→ **WHAT IS EXPECTED**
The answer must consist of every line in the records that contains the word "Newtown".

==*==

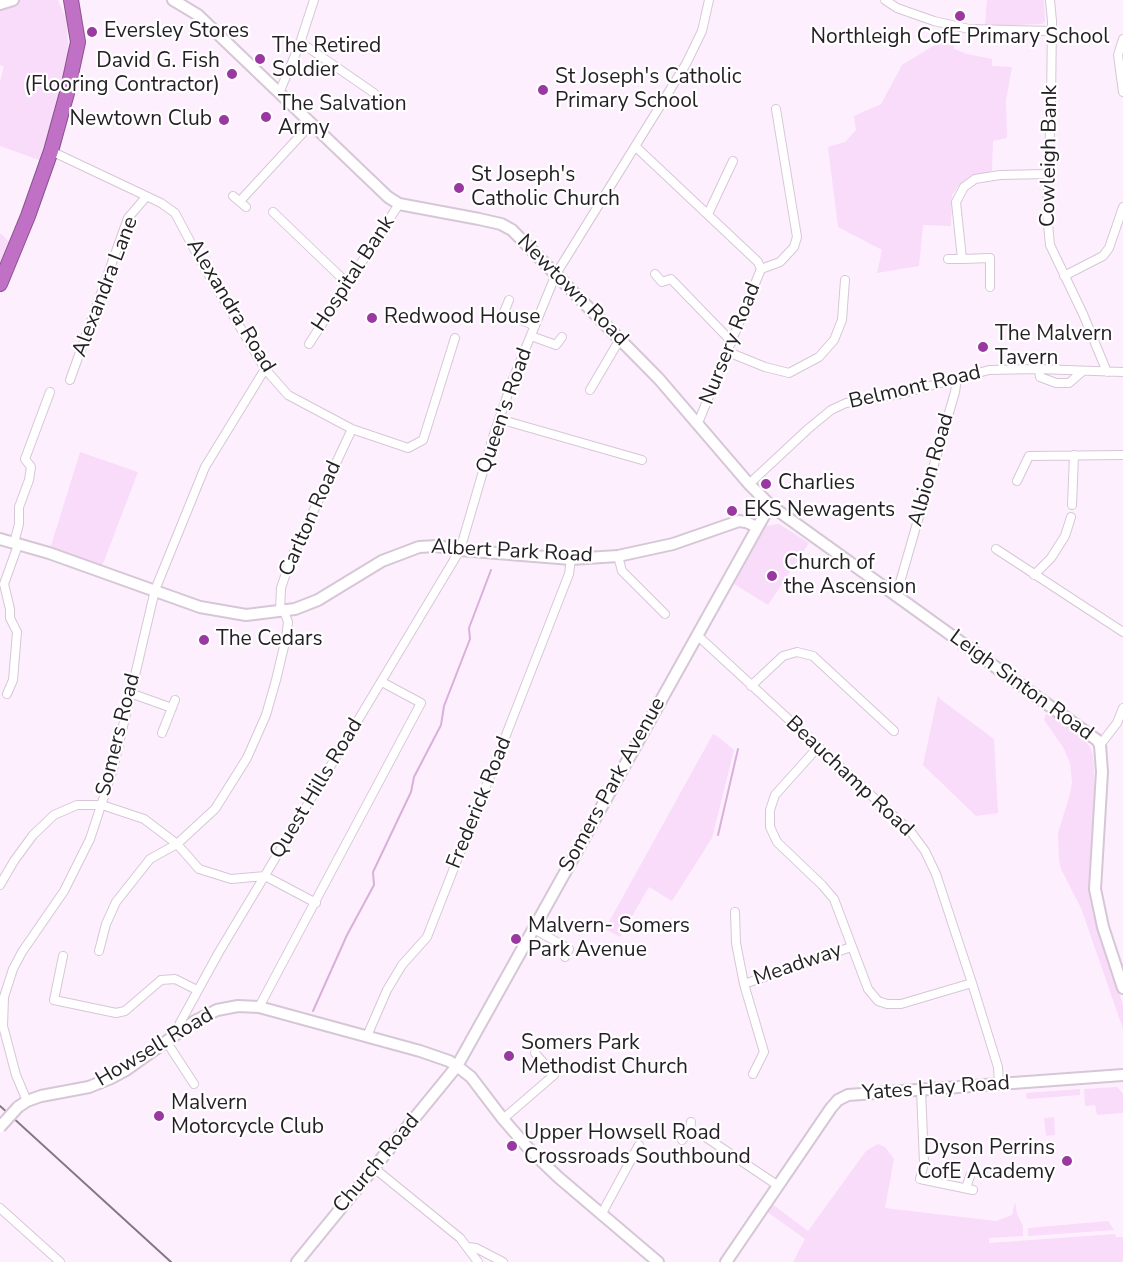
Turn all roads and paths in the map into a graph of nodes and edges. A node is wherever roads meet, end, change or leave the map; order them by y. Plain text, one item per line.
1 (13, 0) edge
2 (71, 0) edge
3 (173, 0) edge
4 (314, 0) edge
5 (709, 0) edge
6 (885, 0) edge
7 (1050, 0) edge
8 (0, 4) edge
9 (1051, 30) junction
10 (1123, 39) edge
11 (300, 42) junction
12 (1123, 92) edge
13 (279, 93) junction
14 (374, 93) dead end
15 (776, 109) dead end
16 (311, 124) junction
17 (636, 147) junction
18 (51, 151) junction
19 (733, 161) dead end
20 (1047, 174) junction
21 (233, 195) dead end
22 (146, 197) junction
23 (399, 204) junction
24 (1123, 207) edge
25 (273, 212) dead end
26 (708, 214) junction
27 (948, 259) dead end
28 (962, 259) junction
29 (761, 269) junction
30 (556, 274) junction
31 (655, 274) dead end
32 (1064, 276) junction
33 (845, 280) dead end
34 (347, 283) junction
35 (0, 284) edge
36 (990, 287) dead end
37 (509, 300) dead end
38 (535, 326) junction
39 (531, 336) junction
40 (562, 337) dead end
41 (620, 339) junction
42 (451, 341) dead end
43 (732, 342) junction
44 (309, 344) dead end
45 (728, 352) junction
46 (265, 369) junction
47 (1039, 369) junction
48 (1083, 371) junction
49 (1107, 372) junction
50 (1123, 372) edge
51 (957, 378) junction
52 (70, 381) dead end
53 (590, 390) dead end
54 (50, 392) dead end
55 (499, 419) junction
56 (698, 423) junction
57 (352, 429) junction
58 (1074, 455) junction
59 (1123, 455) edge
60 (642, 460) dead end
61 (1017, 481) dead end
62 (749, 484) junction
63 (770, 505) junction
64 (1072, 505) dead end
65 (1071, 517) dead end
66 (757, 527) junction
67 (0, 539) edge
68 (16, 544) junction
69 (996, 549) dead end
70 (460, 550) junction
71 (618, 556) junction
72 (571, 559) junction
73 (1034, 575) junction
74 (155, 590) junction
75 (896, 596) junction
76 (282, 611) junction
77 (665, 614) dead end
78 (1123, 632) edge
79 (697, 635) junction
80 (382, 682) junction
81 (751, 686) junction
82 (130, 693) junction
83 (7, 694) dead end
84 (1123, 708) edge
85 (894, 731) dead end
86 (162, 733) dead end
87 (1100, 745) junction
88 (818, 747) junction
89 (102, 805) junction
90 (177, 844) junction
91 (265, 876) junction
92 (0, 885) edge
93 (316, 903) junction
94 (735, 912) dead end
95 (534, 929) junction
96 (851, 947) junction
97 (99, 951) dead end
98 (63, 956) dead end
99 (565, 957) dead end
100 (1119, 963) edge
101 (972, 983) junction
102 (744, 984) junction
103 (1123, 988) edge
104 (197, 990) junction
105 (259, 1007) junction
106 (180, 1031) junction
107 (367, 1036) junction
108 (166, 1041) junction
109 (535, 1053) dead end
110 (457, 1066) junction
111 (753, 1074) dead end
112 (1123, 1075) edge
113 (194, 1084) dead end
114 (999, 1084) junction
115 (921, 1089) junction
116 (22, 1104) junction
117 (503, 1119) junction
118 (691, 1122) dead end
119 (0, 1127) edge
120 (690, 1131) junction
121 (682, 1140) dead end
122 (639, 1145) dead end
123 (374, 1168) junction
124 (970, 1176) dead end
125 (777, 1185) junction
126 (0, 1208) edge
127 (601, 1215) junction
128 (468, 1247) junction
129 (301, 1261) edge
130 (60, 1262) edge
131 (478, 1262) edge
132 (503, 1262) edge
133 (658, 1262) edge
134 (726, 1262) edge

1 - 8 street
2 - 18 highway
3 - 13 street, Newtown Road
4 - 11 street
5 - 17 street, Queen's Road
6 - 9 street
7 - 9 street, Cowleigh Bank
9 - 20 street, Cowleigh Bank
10 - 12 street
11 - 13 street
11 - 14 street
13 - 16 street, Newtown Road
15 - 29 street
16 - 21 street
16 - 23 street, Newtown Road
17 - 26 street, Nursery Road
17 - 30 street, Queen's Road
18 - 22 street, Alexandra Road
18 - 35 highway
19 - 26 street
20 - 28 street
20 - 32 street, Cowleigh Bank
22 - 46 street, Alexandra Road
22 - 52 street, Alexandra Lane
23 - 30 street, Newtown Road
23 - 34 street, Hospital Bank
24 - 32 street
25 - 34 street
26 - 29 street, Nursery Road
27 - 28 street
28 - 36 street
29 - 43 street, Nursery Road
30 - 38 street, Queen's Road
30 - 41 street, Newtown Road
31 - 43 street
32 - 49 street, Cowleigh Bank
33 - 45 street
34 - 44 street, Hospital Bank
37 - 38 street
38 - 39 street, Queen's Road
39 - 40 street
39 - 55 street, Queen's Road
41 - 53 street
41 - 56 street, Newtown Road
42 - 57 street, Alexandra Road
43 - 45 street, Nursery Road
45 - 56 street, Nursery Road
46 - 57 street, Alexandra Road
46 - 74 street, Somers Road
47 - 48 street, Belmont Road
47 - 48 street, Belmont Road
47 - 51 street, Belmont Road
48 - 49 street, Belmont Road
49 - 50 street, Belmont Road
51 - 62 street, Belmont Road
51 - 75 street, Albion Road
54 - 68 street
55 - 60 street
55 - 70 street, Queen's Road
56 - 62 street, Newtown Road
57 - 76 street, Carlton Road
58 - 59 street
58 - 61 street
58 - 64 street
62 - 63 street, Newtown Road
63 - 66 street, Somers Park Avenue
63 - 75 street, Leigh Sinton Road
65 - 73 street
66 - 71 street, Albert Park Road
66 - 79 street, Somers Park Avenue
67 - 68 street, Albert Park Road
68 - 74 street, Albert Park Road
68 - 83 street
69 - 73 street
70 - 72 street, Albert Park Road
70 - 76 street, Albert Park Road
70 - 80 street, Quest Hills Road
71 - 72 street, Albert Park Road
71 - 77 street
72 - 107 street, Frederick Road
73 - 78 street
74 - 76 street, Albert Park Road
74 - 82 street, Somers Road
75 - 87 street, Leigh Sinton Road
76 - 90 street, Carlton Road
79 - 81 street, Beauchamp Road
79 - 95 street, Somers Park Avenue
80 - 91 street, Quest Hills Road
80 - 93 street
81 - 85 street
81 - 88 street, Beauchamp Road
82 - 86 street
82 - 89 street, Somers Road
84 - 87 street
87 - 100 street, Leigh Sinton Road
88 - 96 street
88 - 101 street, Beauchamp Road
89 - 90 street
89 - 92 street
89 - 116 street, Somers Road
90 - 91 street
90 - 97 street, Carlton Road
91 - 93 street
91 - 104 street, Quest Hills Road
93 - 105 street
94 - 102 street, Meadway
95 - 99 street
95 - 110 street, Somers Park Avenue
96 - 101 street
96 - 102 street, Meadway
98 - 104 street
100 - 103 street, Leigh Sinton Road
101 - 114 street, Beauchamp Road
102 - 111 street, Meadway
104 - 106 street, Quest Hills Road
105 - 106 street, Howsell Road
105 - 107 street, Howsell Road
106 - 108 street, Howsell Road
107 - 110 street, Howsell Road
108 - 113 street
108 - 116 street, Howsell Road
109 - 117 street
110 - 117 street
110 - 123 street, Church Road
112 - 114 street, Yates Hay Road
114 - 115 street, Yates Hay Road
115 - 124 street
115 - 125 street, Yates Hay Road
116 - 119 street, bridge
117 - 127 street
118 - 120 street
120 - 121 street
120 - 125 street
122 - 127 street
123 - 128 street
123 - 129 street, Church Road
125 - 134 street, Yates Hay Road
126 - 130 street
127 - 133 street
128 - 131 street
128 - 132 street

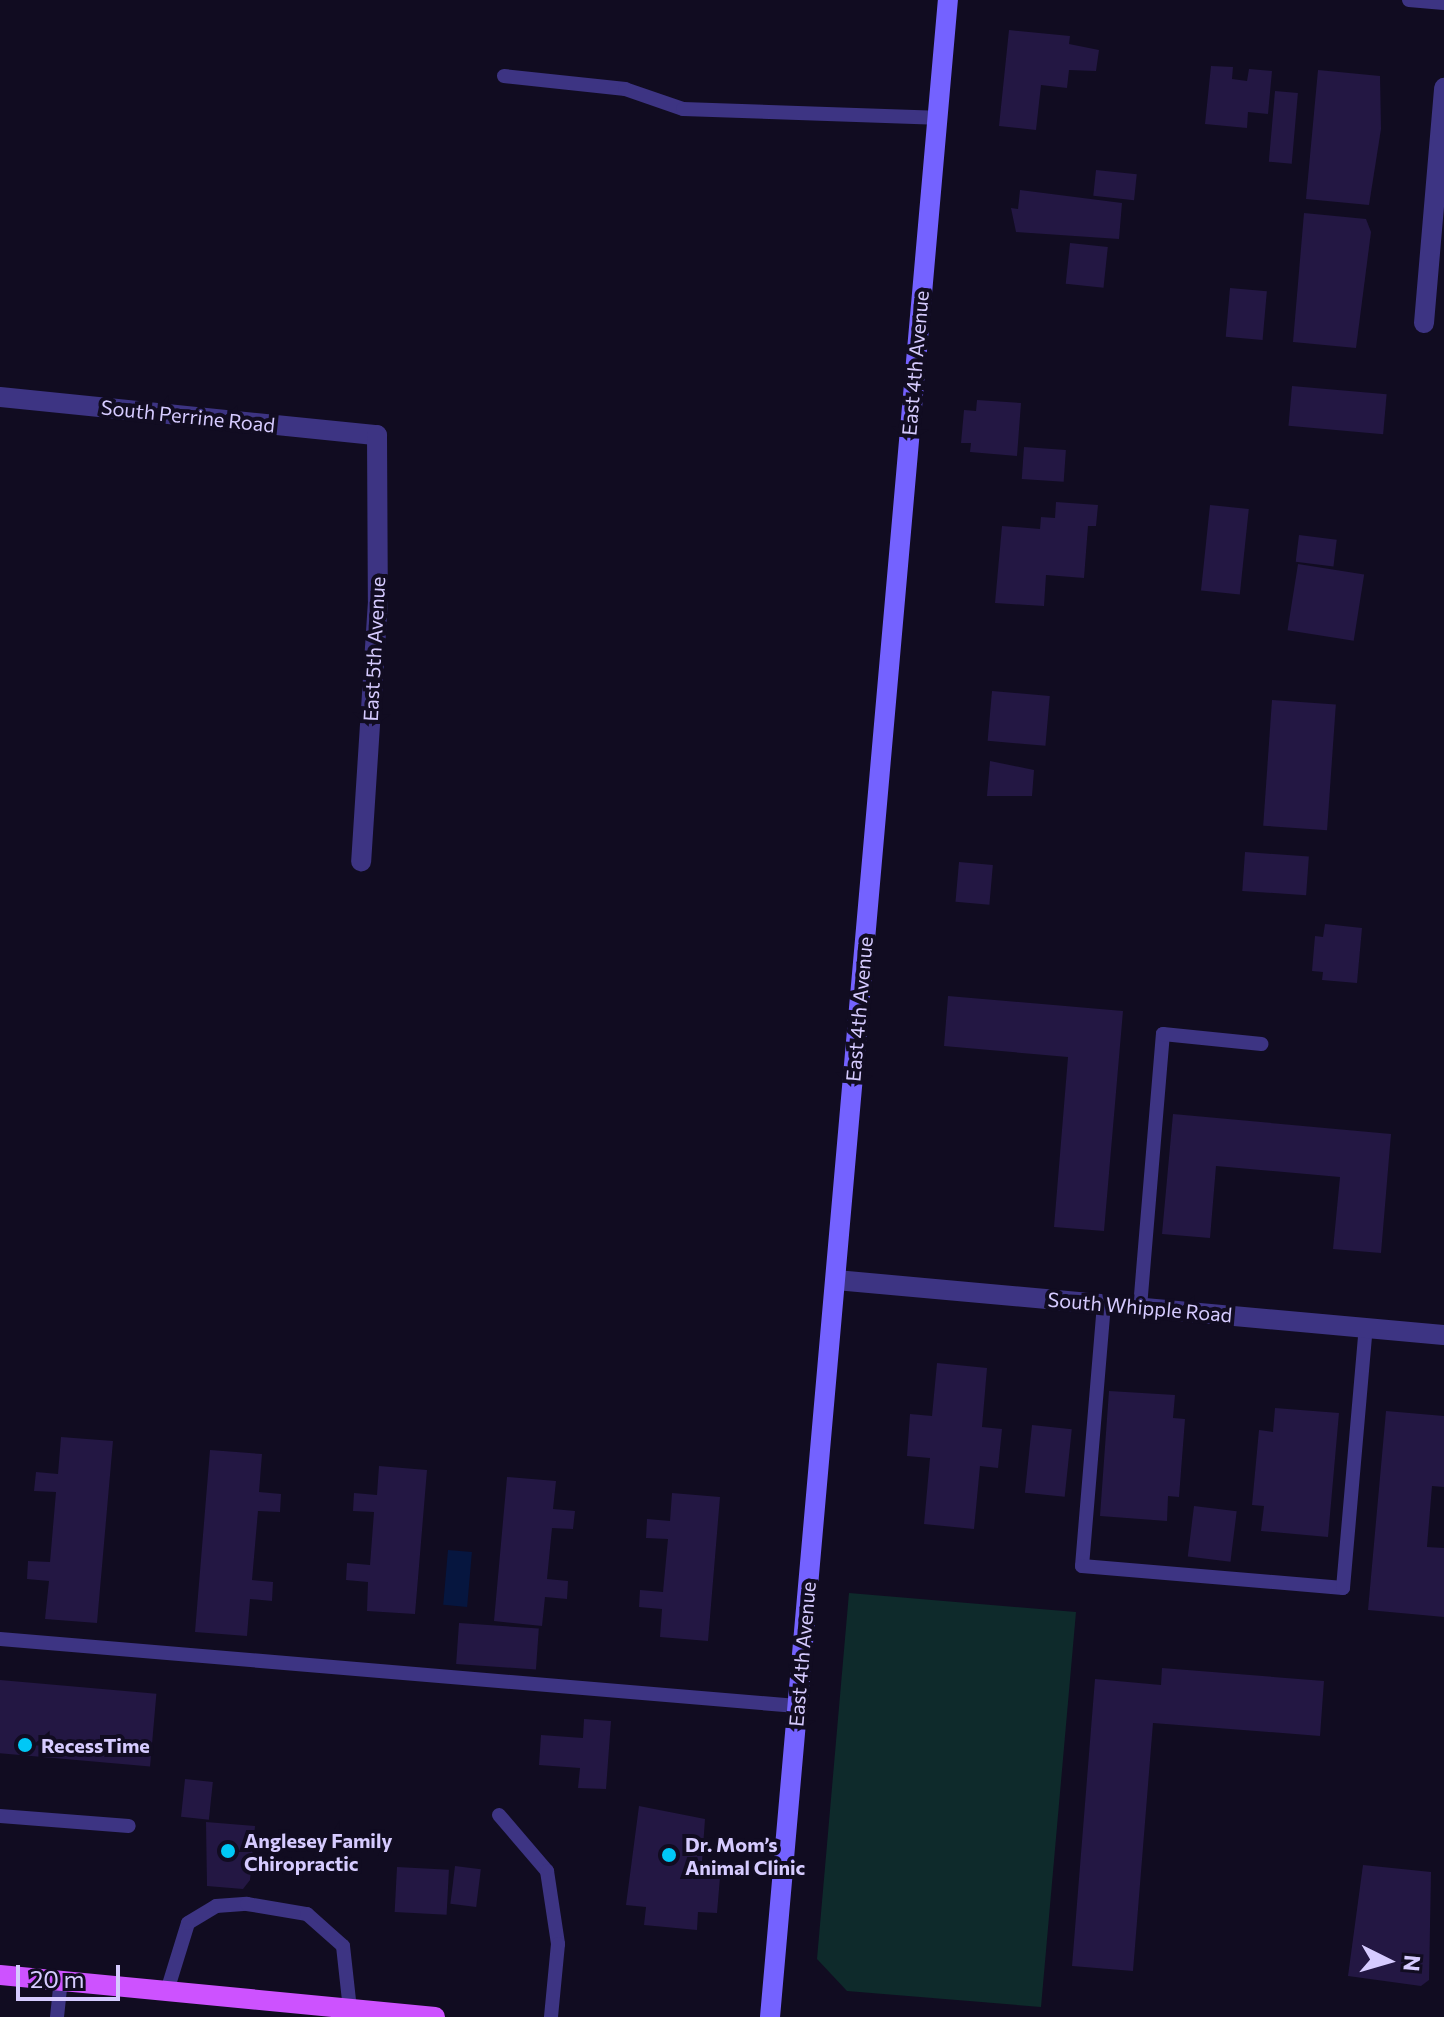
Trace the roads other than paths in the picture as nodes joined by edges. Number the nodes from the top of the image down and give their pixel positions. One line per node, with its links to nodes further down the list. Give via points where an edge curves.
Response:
1 (948, 0): 6 (street, East 4th Avenue)
2 (1409, 0): 3 (lane)
3 (1444, 3)
4 (504, 76): 6 (lane, via 625,89 683,109)
5 (1444, 88): 7 (street)
6 (936, 118): 12 (street, East 4th Avenue)
7 (1424, 323)
8 (0, 397): 9 (street, South Perrine Road)
9 (377, 435): 10 (street, East 5th Avenue, via 378,601)
10 (361, 861)
11 (1261, 1044): 14 (lane, via 1163,1034)
12 (836, 1280): 13 (street, South Whipple Road); 18 (street, East 4th Avenue)
13 (1104, 1304): 14 (street, South Whipple Road); 15 (lane, via 1082,1566 1343,1588)
14 (1140, 1307): 15 (street, South Whipple Road)
15 (1366, 1327): 16 (street, South Whipple Road)
16 (1444, 1335)
17 (0, 1639): 18 (lane)
18 (797, 1706): 29 (street, East 4th Avenue)
19 (499, 1815): 28 (lane, via 547,1871 558,1944)
20 (0, 1816): 21 (lane)
21 (129, 1826)
22 (0, 1975): 23 (main road)
23 (61, 1981): 24 (main road); 26 (lane)
24 (167, 1991): 25 (main road); 25 (lane, via 188,1923 216,1906 247,1904 307,1914 343,1946)
25 (350, 2009): 27 (main road)
26 (57, 2017)
27 (435, 2017)
28 (551, 2017)
29 (770, 2017)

==*==

→ **SOLVED EXERCISE**
3 - 13 street, Newtown Road
13 - 16 street, Newtown Road
16 - 23 street, Newtown Road
23 - 30 street, Newtown Road
30 - 41 street, Newtown Road
41 - 56 street, Newtown Road
56 - 62 street, Newtown Road
62 - 63 street, Newtown Road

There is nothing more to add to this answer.